Although SST is a good indicator of overall phytoplankton biomass (Figs 2, 3 and 4), our results suggest that it is not as representative of changes in bloom timing in the NRS. For instance, SST anomalies only exhibited a strong, negative relationship with anomalies of bloom termination (results not presented). While the reasons for this are yet to be fully understood, we speculate that fluctuations in SST during the termination period (February – April) strongly reflect the onset of re-stratification during spring, which inhibits the re-distribution of nutrients to the surface layer. This may contrast to the initiation period (October – December), when SST anomalies are not able to capture the preconditioning phase of vertical mixing, which has not yet reached the surface layers. The lack of a relationship between SST anomalies and bloom duration could be explained by the fact that SST is more variable in comparison to heat fluxes or MLD. For example, SST has been shown to also depend on the general cyclonic circulation in the NRS15, the vigorous and highly variable eddy activity35,36, and the lateral advection of water masses from neighbouring regions following the general Red Sea circulation13,16. Thus, changes in MLD due to atmospheric forcing may occur alongside SST conditions that are discrepant with expected scenarios. This has been observed in other oceanic regions, such as the North Atlantic subpolar gyre, where a deeper MLD co-occurred in response to positive phases of the NAO, despite the presence of warmer SSTs49.

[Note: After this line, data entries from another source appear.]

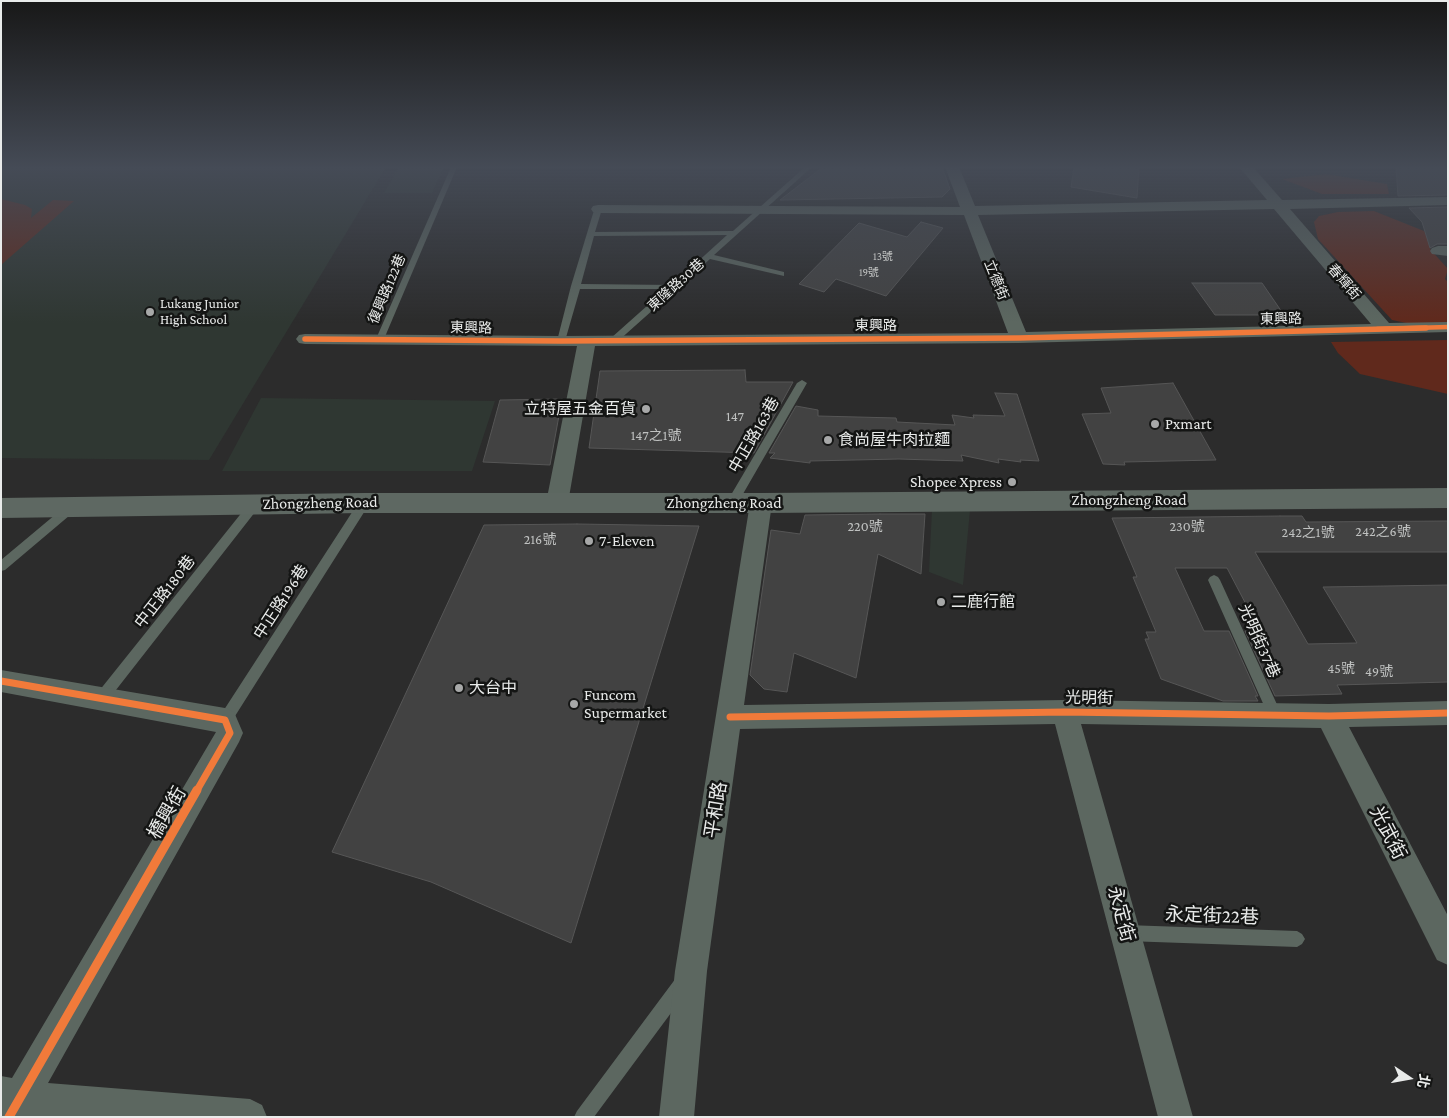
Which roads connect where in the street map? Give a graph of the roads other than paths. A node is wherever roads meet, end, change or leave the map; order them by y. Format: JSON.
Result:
{"nodes":[{"id":1,"x":432,"y":219,"type":"edge"},
{"id":2,"x":595,"y":219,"type":"edge"},
{"id":3,"x":749,"y":219,"type":"edge"},
{"id":4,"x":972,"y":219,"type":"edge"},
{"id":5,"x":1290,"y":219,"type":"edge"},
{"id":6,"x":734,"y":233,"type":"junction"},
{"id":7,"x":590,"y":234,"type":"junction"},
{"id":8,"x":708,"y":256,"type":"junction"},
{"id":9,"x":781,"y":274,"type":"dead end"},
{"id":10,"x":575,"y":286,"type":"junction"},
{"id":11,"x":674,"y":287,"type":"junction"},
{"id":12,"x":1448,"y":327,"type":"edge"},
{"id":13,"x":1385,"y":329,"type":"junction"},
{"id":14,"x":1019,"y":338,"type":"junction"},
{"id":15,"x":305,"y":339,"type":"dead end"},
{"id":16,"x":380,"y":339,"type":"junction"},
{"id":17,"x":614,"y":340,"type":"junction"},
{"id":18,"x":561,"y":341,"type":"junction"},
{"id":19,"x":587,"y":341,"type":"junction"},
{"id":20,"x":802,"y":383,"type":"dead end"},
{"id":21,"x":1448,"y":498,"type":"edge"},
{"id":22,"x":364,"y":503,"type":"junction"},
{"id":23,"x":732,"y":503,"type":"junction"},
{"id":24,"x":255,"y":504,"type":"junction"},
{"id":25,"x":557,"y":504,"type":"junction"},
{"id":26,"x":761,"y":504,"type":"junction"},
{"id":27,"x":72,"y":507,"type":"junction"},
{"id":28,"x":1,"y":508,"type":"edge"},
{"id":29,"x":1,"y":567,"type":"edge"},
{"id":30,"x":1214,"y":580,"type":"dead end"},
{"id":31,"x":1,"y":681,"type":"edge"},
{"id":32,"x":100,"y":700,"type":"junction"},
{"id":33,"x":1065,"y":712,"type":"junction"},
{"id":34,"x":1448,"y":713,"type":"edge"},
{"id":35,"x":1274,"y":716,"type":"junction"},
{"id":36,"x":1329,"y":716,"type":"junction"},
{"id":37,"x":730,"y":717,"type":"junction"},
{"id":38,"x":225,"y":720,"type":"junction"},
{"id":39,"x":1126,"y":934,"type":"junction"},
{"id":40,"x":1297,"y":939,"type":"dead end"},
{"id":41,"x":1448,"y":950,"type":"edge"},
{"id":42,"x":691,"y":971,"type":"junction"},
{"id":43,"x":10,"y":1103,"type":"edge"},
{"id":44,"x":250,"y":1117,"type":"edge"},
{"id":45,"x":583,"y":1117,"type":"edge"},
{"id":46,"x":676,"y":1117,"type":"edge"},
{"id":47,"x":1176,"y":1117,"type":"edge"}],
"edges":[{"from":1,"to":16,"type":"lane","name":"復興路122巷"},
{"from":2,"to":7,"type":"lane"},
{"from":3,"to":6,"type":"lane","name":"東隆路30巷"},
{"from":4,"to":14,"type":"street","name":"立德街"},
{"from":5,"to":13,"type":"street","name":"春輝街"},
{"from":6,"to":7,"type":"lane"},
{"from":6,"to":8,"type":"lane","name":"東隆路30巷"},
{"from":7,"to":10,"type":"lane"},
{"from":8,"to":9,"type":"lane"},
{"from":8,"to":11,"type":"lane","name":"東隆路30巷"},
{"from":10,"to":11,"type":"lane"},
{"from":10,"to":18,"type":"lane"},
{"from":11,"to":17,"type":"lane","name":"東隆路30巷"},
{"from":12,"to":13,"type":"street","name":"東興路"},
{"from":13,"to":14,"type":"street","name":"東興路"},
{"from":14,"to":17,"type":"street","name":"東興路"},
{"from":15,"to":16,"type":"street","name":"東興路"},
{"from":16,"to":18,"type":"street","name":"東興路"},
{"from":17,"to":19,"type":"street","name":"東興路"},
{"from":18,"to":19,"type":"street","name":"東興路"},
{"from":19,"to":25,"type":"street"},
{"from":20,"to":23,"type":"lane","name":"中正路163巷"},
{"from":21,"to":26,"type":"main road","name":"Zhongzheng Road"},
{"from":22,"to":24,"type":"main road","name":"Zhongzheng Road"},
{"from":22,"to":25,"type":"main road","name":"Zhongzheng Road"},
{"from":22,"to":38,"type":"lane","name":"中正路196巷"},
{"from":23,"to":25,"type":"main road","name":"Zhongzheng Road"},
{"from":23,"to":26,"type":"main road","name":"Zhongzheng Road"},
{"from":24,"to":27,"type":"main road","name":"Zhongzheng Road"},
{"from":24,"to":32,"type":"lane","name":"中正路180巷"},
{"from":26,"to":37,"type":"street","name":"平和路"},
{"from":27,"to":28,"type":"main road","name":"Zhongzheng Road"},
{"from":27,"to":29,"type":"lane"},
{"from":30,"to":35,"type":"lane","name":"光明街37巷"},
{"from":31,"to":32,"type":"street"},
{"from":32,"to":38,"type":"street"},
{"from":33,"to":35,"type":"street","name":"光明街"},
{"from":33,"to":37,"type":"street","name":"光明街"},
{"from":33,"to":39,"type":"street","name":"永定街"},
{"from":34,"to":36,"type":"street","name":"光明街"},
{"from":35,"to":36,"type":"street","name":"光明街"},
{"from":36,"to":41,"type":"street","name":"光武街"},
{"from":37,"to":42,"type":"street","name":"平和路"},
{"from":38,"to":43,"type":"street","name":"橋興街"},
{"from":39,"to":40,"type":"lane","name":"永定街22巷"},
{"from":39,"to":47,"type":"street","name":"永定街"},
{"from":42,"to":45,"type":"lane"},
{"from":42,"to":46,"type":"street","name":"平和路"},
{"from":43,"to":44,"type":"street"}]}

The contrasting spatial response of bloom termination and duration to warmer conditions between the north and southeast NRS (Fig. 5b,c) is an interesting result of our study. This contrast may directly reflect the regional dynamics related to the general circulation of the NRS as a response to atmospheric forcing. Density differences related to the north-south gradient of buoyancy forcing drive a general cyclonic circulation in the NRS13. This leads to the intrusion of fresher water masses from the south, which are transported northward into the NRS via a prominent eastern boundary current13,16. This intrusion is evident in the study of Raitsos et al.10 (their Fig. 3c,d) who analysed the response of Red Sea Chl-a to the Arabian monsoon. Thus, in contrast to the north/northwest region that is influenced by the vertical transport of nutrients from deeper layers, phytoplankton phenology in the southeast NRS may be partially controlled by the intrusion of fresher water masses from the south. Similarly, there may be potential losses of nutrients and phytoplankton over the open boundary in the western NRS. As our computations of phenology indices are based on area-averaged Chl-a concentrations for the whole NRS, we acknowledge that the inclusion of the southeast NRS could impact the results of our analysis. Despite this, we capture the overall signal of phytoplankton abundance and phenology using area-averaged values, and the relationships between phenology and air-sea heat flux/MLD are fairly robust (Fig. 8).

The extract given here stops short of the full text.